The script allows us to believe a few things that are unbelievable. The brief fling that Zephyr has with local Moses, becomes for him an obsession, only in a good way. The fact that Moses and Zephyr are surfers and they are connected by a particular beachfront spot, becomes a key point in building up a chance that Tucker could somehow be derailed. Zephyr knows what is coming because she also meets Heather, a fellow pawn in Tucker’s twisted game. If there is any heart in the film outside of the truncated love story, it is in the few minutes that Heather and Zephyr share as they await their fate.

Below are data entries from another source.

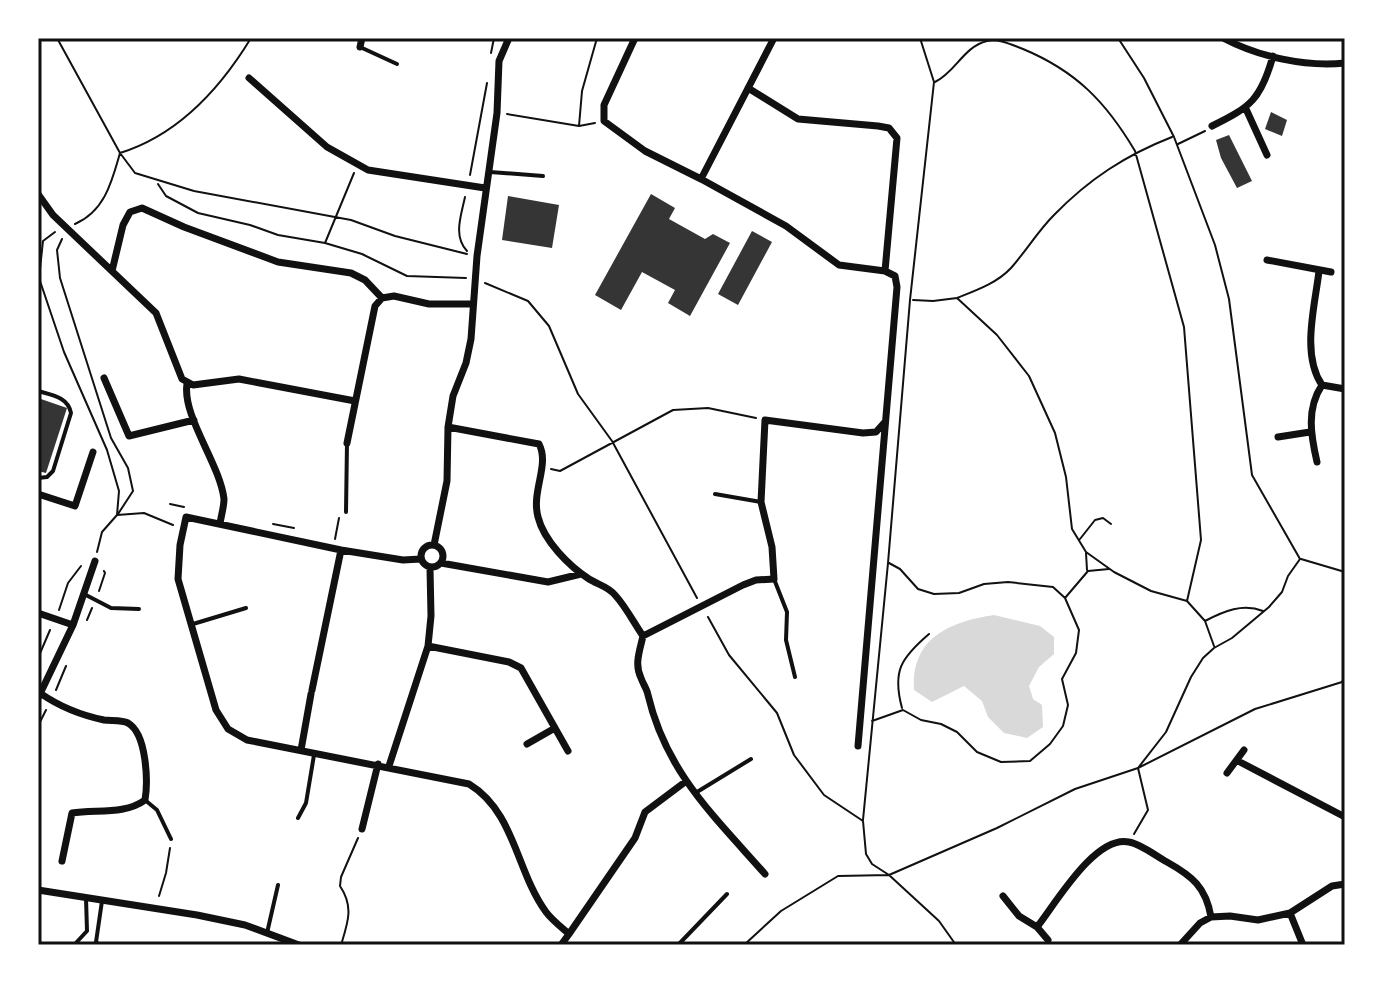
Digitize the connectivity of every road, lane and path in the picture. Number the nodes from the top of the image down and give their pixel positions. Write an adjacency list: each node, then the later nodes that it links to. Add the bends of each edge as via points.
1 (57, 38): 30 (path)
2 (251, 38): 30 (path, via 232,70 165,135)
3 (362, 38): 13 (street)
4 (494, 38): 15 (path)
5 (509, 38): 23 (street, via 499,61)
6 (597, 38): 25 (path, via 582,91)
7 (635, 38): 24 (street, via 604,105)
8 (774, 38): 21 (street)
9 (920, 38): 20 (path)
10 (1118, 38): 27 (path)
11 (1223, 38): 14 (street)
12 (1002, 40): 20 (path, via 976,45 949,75); 29 (path, via 1072,75 1120,125)
13 (360, 47): 17 (lane)
14 (1273, 56): 16 (street); 22 (street, via 1267,79)
15 (489, 63)
16 (1345, 63)
17 (397, 64)
18 (488, 77): 37 (path)
19 (249, 78): 32 (street, via 327,147)
20 (934, 82): 55 (path)
21 (748, 88): 35 (street); 49 (street, via 798,119 889,128 897,138)
22 (1246, 109): 26 (street); 31 (street)
23 (497, 113): 25 (path); 33 (street)
24 (604, 121): 25 (path); 35 (street, via 645,151)
25 (579, 126)
26 (1212, 126): 28 (path)
27 (1174, 137): 28 (path); 29 (path)
28 (1177, 144): 87 (path, via 1229,299 1252,475)
29 (1135, 151): 54 (path, via 1054,215 1010,269); 99 (path, via 1184,327 1201,540)
30 (120, 153): 36 (path, via 135,173); 41 (path, via 103,202)
31 (1267, 155)
32 (358, 164): 37 (street); 40 (path)
33 (488, 172): 34 (lane); 38 (street)
34 (543, 176)
35 (701, 179): 49 (street, via 786,226 839,265)
36 (156, 182): 40 (path); 42 (path, via 166,196 198,213)
37 (468, 186): 38 (street); 43 (path, via 458,237)
38 (485, 188): 44 (street)
39 (38, 194): 41 (street)
40 (336, 217): 42 (path); 43 (path)
41 (67, 227): 47 (street); 78 (path, via 57,250 60,278 106,425 128,468 133,491); 78 (path, via 43,241 39,278 114,472)
42 (325, 243): 52 (path, via 407,276)
43 (467, 254): 44 (path); 46 (path)
44 (477, 256): 52 (street)
45 (1267, 260): 50 (street)
46 (467, 263)
47 (112, 271): 53 (street, via 123,225 130,212 142,208 278,262 351,273); 58 (street, via 156,313)
48 (467, 271): 52 (path)
49 (885, 271): 65 (street, via 895,276 897,287)
50 (1319, 271): 51 (street); 59 (street, via 1311,352 1313,372)
51 (1331, 272)
52 (476, 279): 56 (street); 69 (path, via 528,301 549,326 578,394)
53 (382, 298): 56 (street); 62 (street, via 375,306)
54 (957, 298): 55 (path); 82 (path, via 997,335 1029,376 1055,433 1072,529)
55 (910, 300): 90 (path)
56 (473, 304): 66 (street, via 468,351)
57 (104, 378): 63 (street, via 129,436)
58 (187, 384): 62 (street, via 239,379); 63 (street)
59 (1322, 385): 60 (street); 67 (street, via 1315,396)
60 (1345, 389)
61 (38, 391): 73 (lane, via 64,400 71,413 53,471)
62 (355, 401): 70 (street)
63 (194, 420): 79 (street, via 222,493)
64 (765, 420): 65 (street, via 863,433 876,432); 69 (path, via 708,408 673,410); 76 (street)
65 (884, 423): 121 (street)
66 (448, 427): 83 (street, via 447,481); 95 (street, via 539,444 543,462 535,497 538,518)
67 (1310, 432): 68 (street); 72 (street)
68 (1278, 437)
69 (612, 441): 100 (path)
70 (347, 443): 77 (lane)
71 (93, 452): 74 (street, via 75,506)
72 (1317, 462)
73 (38, 478)
74 (38, 494)
75 (715, 494): 76 (lane)
76 (761, 502): 96 (street)
77 (346, 512): 84 (path, via 339,517)
78 (117, 515): 81 (path, via 144,513); 88 (path, via 102,532)
79 (220, 524): 81 (street, via 186,517); 84 (street)
80 (1111, 524): 82 (path, via 1095,520)
81 (183, 529): 108 (street, via 178,579)
82 (1079, 540): 85 (path)
83 (434, 545): 86 (street, via 423,549); 89 (street, via 442,551)
84 (338, 549): 86 (street); 122 (street)
85 (1086, 552): 92 (path); 93 (path)
86 (421, 559): 91 (street)
87 (1300, 559): 94 (path); 103 (path)
88 (95, 561): 97 (street); 105 (path, via 79,567 68,583)
89 (441, 563): 91 (street); 95 (street, via 548,582)
90 (888, 563): 98 (path, via 918,589 934,594 1008,582 1053,587); 118 (path)
91 (430, 568): 111 (street)
92 (1110, 569): 93 (path); 99 (path, via 1151,591)
93 (1088, 571): 98 (path)
94 (1345, 572)
95 (581, 574): 110 (street, via 614,592)
96 (774, 579): 100 (street, via 756,580); 115 (lane, via 787,612 786,640)
97 (84, 594): 102 (lane, via 111,608); 107 (street)
98 (1065, 598): 117 (path, via 1079,630 1076,653 1062,679 1068,705 1063,726 1030,761 1001,762 977,752 957,732)
99 (1187, 601): 106 (path)
100 (702, 606): 110 (street); 137 (path, via 729,655 777,713 794,755 824,795)
101 (246, 608): 108 (lane)
102 (139, 609)
103 (1264, 611): 106 (path, via 1243,607); 112 (path)
104 (38, 613): 105 (street)
105 (56, 618): 107 (street); 113 (path)
106 (1205, 621): 112 (path)
107 (73, 625): 116 (street)
108 (191, 625): 122 (street, via 216,710 228,729 247,740)
109 (929, 634): 117 (path, via 901,665 896,685)
110 (643, 636): 132 (street, via 639,675 652,717)
111 (428, 646): 119 (street, via 521,668); 129 (street)
112 (1214, 648): 130 (path, via 1191,677 1166,732)
113 (38, 658)
114 (1345, 676): 130 (path, via 1342,682 1255,709)
115 (795, 677)
116 (39, 696): 134 (street, via 104,720 127,722 136,730 145,758)
117 (903, 710): 118 (path)
118 (872, 721): 137 (path)
119 (555, 728): 120 (street); 124 (street)
120 (527, 744)
121 (858, 746)
122 (301, 750): 125 (street)
123 (1244, 750): 127 (street)
124 (568, 751)
125 (314, 752): 128 (street); 136 (lane, via 306,803)
126 (751, 759): 133 (lane)
127 (1238, 761): 131 (street); 135 (street)
128 (378, 764): 129 (street); 138 (street)
129 (389, 766): 156 (street, via 479,790 509,830 546,912)
130 (1138, 768): 140 (path, via 1148,810); 143 (path, via 1075,789)
131 (1227, 773)
132 (685, 782): 133 (street); 156 (street, via 645,812 635,838)
133 (694, 793): 142 (street)
134 (145, 800): 139 (lane, via 157,810); 141 (street, via 136,807 72,813)
135 (1345, 816)
136 (298, 818)
137 (863, 821): 143 (path, via 866,854)
138 (362, 829): 161 (path, via 341,877 350,912)
139 (171, 839): 151 (path)
140 (1129, 842): 153 (street, via 1201,885); 154 (street, via 1112,842 1097,850)
141 (62, 861)
142 (765, 874)
143 (889, 875): 164 (path, via 838,876 781,911); 165 (path, via 939,921)
144 (1345, 884): 152 (street, via 1332,886)
145 (278, 885): 155 (lane)
146 (38, 890): 149 (street)
147 (727, 894): 163 (lane)
148 (1003, 896): 154 (street)
149 (86, 898): 150 (street); 158 (lane, via 87,931)
150 (102, 901): 151 (street); 159 (lane, via 95,934)
151 (159, 909): 155 (street)
152 (1290, 913): 153 (street, via 1258,920); 167 (street)
153 (1211, 917): 166 (street)
154 (1037, 927): 157 (street)
155 (267, 933): 160 (street)
156 (569, 934): 162 (street)
157 (1047, 943)
158 (74, 945)
159 (100, 945)
160 (299, 945)
161 (341, 945)
162 (561, 945)
163 (678, 945)
164 (744, 945)
165 (956, 945)
166 (1180, 945)
167 (1303, 945)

Sharks are in the film, but first time screenwriter Nick Lepard and director Byrne, seem to know that the fish are the least dangerous animals in the food chain of this thriller. Their role is kept to a supporting part, which makes them all the more effective when they do come into play. For some reason, this film is not getting many screens or much publicity, which is really unfortunate because, like the mother of all shark films, it is really not a horror film as much as it is a thriller. I know it is produced in partnership with Shudder, which is a horror outlet, but you are selling the movie short if you keep it in that box. This is a great twist on the great white, and in spite of the fact that it is being promoted as from the producers of the excretable “Longlegs”  you should seek it out.